#### Task to complete
Look through the listing below and report the lines that have the word "DRIVE" in them.

#### Excerpted data
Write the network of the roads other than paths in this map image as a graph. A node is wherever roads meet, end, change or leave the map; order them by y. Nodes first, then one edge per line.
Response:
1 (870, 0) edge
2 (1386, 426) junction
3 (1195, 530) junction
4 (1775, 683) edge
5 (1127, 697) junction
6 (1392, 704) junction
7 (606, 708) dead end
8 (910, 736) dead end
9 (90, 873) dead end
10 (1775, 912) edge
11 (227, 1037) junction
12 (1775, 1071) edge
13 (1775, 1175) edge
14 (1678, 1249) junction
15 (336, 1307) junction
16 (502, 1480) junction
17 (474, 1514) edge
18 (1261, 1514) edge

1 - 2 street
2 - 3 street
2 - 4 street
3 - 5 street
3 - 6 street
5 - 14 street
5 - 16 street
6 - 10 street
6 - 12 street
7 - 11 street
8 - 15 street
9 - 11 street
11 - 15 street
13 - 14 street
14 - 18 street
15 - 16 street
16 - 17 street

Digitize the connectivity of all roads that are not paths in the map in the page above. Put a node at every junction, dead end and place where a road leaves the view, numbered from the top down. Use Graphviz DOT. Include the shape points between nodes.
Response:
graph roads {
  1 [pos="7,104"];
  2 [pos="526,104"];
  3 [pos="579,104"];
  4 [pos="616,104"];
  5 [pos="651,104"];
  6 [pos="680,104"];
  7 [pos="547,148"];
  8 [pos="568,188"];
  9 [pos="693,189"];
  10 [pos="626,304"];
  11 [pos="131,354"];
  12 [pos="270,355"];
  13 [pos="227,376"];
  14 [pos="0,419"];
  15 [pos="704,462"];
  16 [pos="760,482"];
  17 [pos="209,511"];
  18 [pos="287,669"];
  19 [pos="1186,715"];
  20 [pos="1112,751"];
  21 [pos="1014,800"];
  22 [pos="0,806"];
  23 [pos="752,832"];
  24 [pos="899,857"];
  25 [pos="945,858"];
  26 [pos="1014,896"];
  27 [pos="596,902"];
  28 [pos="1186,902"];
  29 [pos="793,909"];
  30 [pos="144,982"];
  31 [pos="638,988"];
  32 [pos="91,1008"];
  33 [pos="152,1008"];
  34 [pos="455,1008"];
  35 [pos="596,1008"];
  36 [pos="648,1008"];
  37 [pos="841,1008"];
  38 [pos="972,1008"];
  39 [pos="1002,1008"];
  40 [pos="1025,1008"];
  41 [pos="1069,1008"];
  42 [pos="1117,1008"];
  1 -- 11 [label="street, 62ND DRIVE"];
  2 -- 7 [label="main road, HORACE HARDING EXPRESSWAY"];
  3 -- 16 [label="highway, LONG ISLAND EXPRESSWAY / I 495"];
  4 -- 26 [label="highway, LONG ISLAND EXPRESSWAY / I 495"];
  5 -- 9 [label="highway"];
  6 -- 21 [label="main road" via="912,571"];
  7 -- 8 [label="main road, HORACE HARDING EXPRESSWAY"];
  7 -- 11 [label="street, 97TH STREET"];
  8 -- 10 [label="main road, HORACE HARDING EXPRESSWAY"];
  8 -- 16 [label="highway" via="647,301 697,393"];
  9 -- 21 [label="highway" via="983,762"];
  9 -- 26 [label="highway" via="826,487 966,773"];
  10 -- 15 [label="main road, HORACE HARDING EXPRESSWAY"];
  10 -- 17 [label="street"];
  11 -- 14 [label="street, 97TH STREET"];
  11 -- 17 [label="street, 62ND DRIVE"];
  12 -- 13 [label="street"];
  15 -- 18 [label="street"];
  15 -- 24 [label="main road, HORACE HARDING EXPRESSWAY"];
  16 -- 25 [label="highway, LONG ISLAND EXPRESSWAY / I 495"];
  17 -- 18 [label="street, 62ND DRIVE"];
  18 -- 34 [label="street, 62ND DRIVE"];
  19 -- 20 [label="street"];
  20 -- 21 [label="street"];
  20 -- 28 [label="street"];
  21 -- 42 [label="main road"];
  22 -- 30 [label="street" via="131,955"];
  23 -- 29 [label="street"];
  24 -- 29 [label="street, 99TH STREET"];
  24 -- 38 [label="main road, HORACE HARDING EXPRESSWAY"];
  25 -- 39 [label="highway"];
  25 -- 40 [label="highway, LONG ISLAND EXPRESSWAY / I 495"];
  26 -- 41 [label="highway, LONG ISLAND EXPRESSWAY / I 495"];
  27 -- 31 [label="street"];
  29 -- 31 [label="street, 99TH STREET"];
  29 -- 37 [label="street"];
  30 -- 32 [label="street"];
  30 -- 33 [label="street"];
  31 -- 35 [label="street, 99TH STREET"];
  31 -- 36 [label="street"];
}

#### Response area
  1 -- 11 [label="street, 62ND DRIVE"];
  11 -- 17 [label="street, 62ND DRIVE"];
  17 -- 18 [label="street, 62ND DRIVE"];
  18 -- 34 [label="street, 62ND DRIVE"];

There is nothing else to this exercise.